Notfallplan: Regierung feilt an Maßnahmen für Spitzenlastzeiten

Interims-Premier: Nach wie vor „schwierige“ Lage beim AKW Cernavodă

Aufgrund der landesweiten Energiekrise versucht auch die Hauptstadt Bukarest Strom zu sparen. | Foto: Inquam Photos / Octav Ganea

Bukarest (ADZ) – Die geschäftsführende Regierung unter Interims-Premierminister Ilie Bolojan (PNL) feilt an einem Reserveplan, sollten sich die bisher beschlossenen Maßnahmen zur Reduzierung des Stromverbrauchs vor allem zu abendlichen Spitzenlastzeiten als unzureichend erweisen und/oder der zweite und letzte Reaktor des Atomkraftwerks Cernavodă demnächst doch noch vom Netz genommen werden müsse. 

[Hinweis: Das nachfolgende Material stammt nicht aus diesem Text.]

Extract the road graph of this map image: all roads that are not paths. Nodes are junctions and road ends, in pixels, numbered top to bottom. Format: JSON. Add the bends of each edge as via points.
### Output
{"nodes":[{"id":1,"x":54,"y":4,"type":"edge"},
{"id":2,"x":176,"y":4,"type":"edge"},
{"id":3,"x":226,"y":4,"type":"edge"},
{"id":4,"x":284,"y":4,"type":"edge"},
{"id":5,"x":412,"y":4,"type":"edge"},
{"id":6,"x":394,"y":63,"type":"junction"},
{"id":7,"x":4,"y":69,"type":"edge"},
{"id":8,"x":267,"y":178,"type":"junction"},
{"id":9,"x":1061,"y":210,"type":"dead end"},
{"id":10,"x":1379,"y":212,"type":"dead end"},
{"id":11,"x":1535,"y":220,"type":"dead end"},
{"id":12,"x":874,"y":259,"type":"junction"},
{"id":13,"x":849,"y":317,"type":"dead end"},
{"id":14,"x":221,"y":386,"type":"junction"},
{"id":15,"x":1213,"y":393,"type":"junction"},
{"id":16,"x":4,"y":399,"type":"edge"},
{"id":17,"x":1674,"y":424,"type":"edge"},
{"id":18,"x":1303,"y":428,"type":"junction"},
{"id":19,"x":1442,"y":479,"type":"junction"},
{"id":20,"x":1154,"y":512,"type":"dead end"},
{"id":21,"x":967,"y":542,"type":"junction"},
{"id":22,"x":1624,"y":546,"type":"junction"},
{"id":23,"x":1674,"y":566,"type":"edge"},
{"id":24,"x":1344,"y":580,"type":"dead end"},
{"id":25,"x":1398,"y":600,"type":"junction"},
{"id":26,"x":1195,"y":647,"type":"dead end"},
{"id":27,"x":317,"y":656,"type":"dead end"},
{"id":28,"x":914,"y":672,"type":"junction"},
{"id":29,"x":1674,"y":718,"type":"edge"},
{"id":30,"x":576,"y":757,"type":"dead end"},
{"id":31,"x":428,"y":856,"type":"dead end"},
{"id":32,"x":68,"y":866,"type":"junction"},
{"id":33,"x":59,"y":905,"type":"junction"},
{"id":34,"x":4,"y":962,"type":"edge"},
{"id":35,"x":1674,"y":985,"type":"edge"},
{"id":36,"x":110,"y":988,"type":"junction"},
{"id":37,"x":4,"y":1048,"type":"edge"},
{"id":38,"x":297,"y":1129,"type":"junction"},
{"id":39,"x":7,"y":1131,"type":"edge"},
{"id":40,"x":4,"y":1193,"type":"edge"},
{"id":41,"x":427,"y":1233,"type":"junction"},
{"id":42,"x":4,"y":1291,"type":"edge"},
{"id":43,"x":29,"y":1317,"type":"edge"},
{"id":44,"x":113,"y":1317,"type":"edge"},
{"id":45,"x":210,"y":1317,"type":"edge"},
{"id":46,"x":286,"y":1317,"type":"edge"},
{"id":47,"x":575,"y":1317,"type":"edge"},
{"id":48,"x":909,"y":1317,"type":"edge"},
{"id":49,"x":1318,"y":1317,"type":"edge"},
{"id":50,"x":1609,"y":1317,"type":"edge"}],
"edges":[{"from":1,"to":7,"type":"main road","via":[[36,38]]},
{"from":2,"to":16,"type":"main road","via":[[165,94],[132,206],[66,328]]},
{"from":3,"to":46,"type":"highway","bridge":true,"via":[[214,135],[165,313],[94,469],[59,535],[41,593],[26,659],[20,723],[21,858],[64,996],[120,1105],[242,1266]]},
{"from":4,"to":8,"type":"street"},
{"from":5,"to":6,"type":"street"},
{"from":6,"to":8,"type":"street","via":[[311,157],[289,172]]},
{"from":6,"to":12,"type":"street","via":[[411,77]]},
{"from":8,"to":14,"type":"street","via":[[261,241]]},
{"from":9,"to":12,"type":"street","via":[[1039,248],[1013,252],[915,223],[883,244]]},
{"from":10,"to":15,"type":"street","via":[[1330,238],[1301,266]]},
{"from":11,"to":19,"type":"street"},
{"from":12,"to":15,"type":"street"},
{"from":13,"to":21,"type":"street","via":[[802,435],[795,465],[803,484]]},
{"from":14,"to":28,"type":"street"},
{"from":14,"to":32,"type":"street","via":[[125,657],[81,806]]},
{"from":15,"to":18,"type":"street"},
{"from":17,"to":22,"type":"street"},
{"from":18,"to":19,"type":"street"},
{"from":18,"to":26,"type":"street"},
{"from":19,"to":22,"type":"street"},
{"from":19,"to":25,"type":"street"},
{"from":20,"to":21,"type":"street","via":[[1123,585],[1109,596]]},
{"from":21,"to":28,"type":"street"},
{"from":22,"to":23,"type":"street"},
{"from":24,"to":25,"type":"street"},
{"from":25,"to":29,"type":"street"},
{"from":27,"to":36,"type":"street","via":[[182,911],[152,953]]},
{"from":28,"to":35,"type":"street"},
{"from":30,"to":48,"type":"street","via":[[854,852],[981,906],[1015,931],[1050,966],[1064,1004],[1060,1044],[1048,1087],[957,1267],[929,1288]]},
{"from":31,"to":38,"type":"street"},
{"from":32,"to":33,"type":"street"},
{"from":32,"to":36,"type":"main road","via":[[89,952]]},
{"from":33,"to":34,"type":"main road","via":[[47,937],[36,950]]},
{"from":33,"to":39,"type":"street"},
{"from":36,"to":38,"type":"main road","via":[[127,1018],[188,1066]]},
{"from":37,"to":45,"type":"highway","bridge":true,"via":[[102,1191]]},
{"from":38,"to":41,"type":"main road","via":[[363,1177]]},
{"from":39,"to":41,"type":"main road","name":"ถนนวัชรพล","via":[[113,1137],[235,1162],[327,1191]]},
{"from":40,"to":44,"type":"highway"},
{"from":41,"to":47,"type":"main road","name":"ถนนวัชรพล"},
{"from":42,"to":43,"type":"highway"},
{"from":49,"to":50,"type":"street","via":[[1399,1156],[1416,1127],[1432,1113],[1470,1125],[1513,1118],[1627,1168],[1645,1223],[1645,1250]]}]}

Nach Angaben des Regierungschefs wird sein Kabinett noch in diesen Tagen per Regierungsbeschluss einen Notfall-Mechanismus für Spitzenlastzeiten festlegen, durch den der Stromverbrauch weiter gedrosselt werden kann, falls die bis dahin ergriffenen freiwilligen Sparmaßnahmen der industriellen Großverbraucher nicht ausreichen sollten. Der Notfall-Mechanismus sieht u. a. Vorabwarnungen der Behörden an Energiegroßabnehmer eingedenk deren spezifischen Produktionsprofils vor, dass ihre Stromversorgung am kommenden Tag vorübergehend unterbrochen wird. Besagter Notfall-Mechanismus werde bloß zum Tragen kommen, wenn die Situation es tatsächlich erfordere bzw. sich weiter verschlechtere, versicherte Bolojan.

In puncto Atommeiler Cernavodă und der in diesen Tagen laufenden Bemühungen um die Aufrechterhaltung der Kühlung seines letzten in Betrieb befindlichen Reaktors sagte der Interims-Premier, dass die Lage nach wie vor eine „schwierige“ sei. Zwar sei der Pegelstand der Donau im Raum Cernavodă dank der durchgeführten Sprengungen nicht weiter gesunken, doch bleibe die Lage wegen des Rekord-Niedrigwassers nichtsdestotrotz dramatisch, so Bolojan.

Armee und Wasserwirtschaftsamt „Apele Române“ begannen derweil am Mittwoch, den Donauarm Bala mit einer Unterwasserbarriere abzuriegeln, um so den Abfluss in Richtung des Haupt-Donaulaufs zu erhöhen.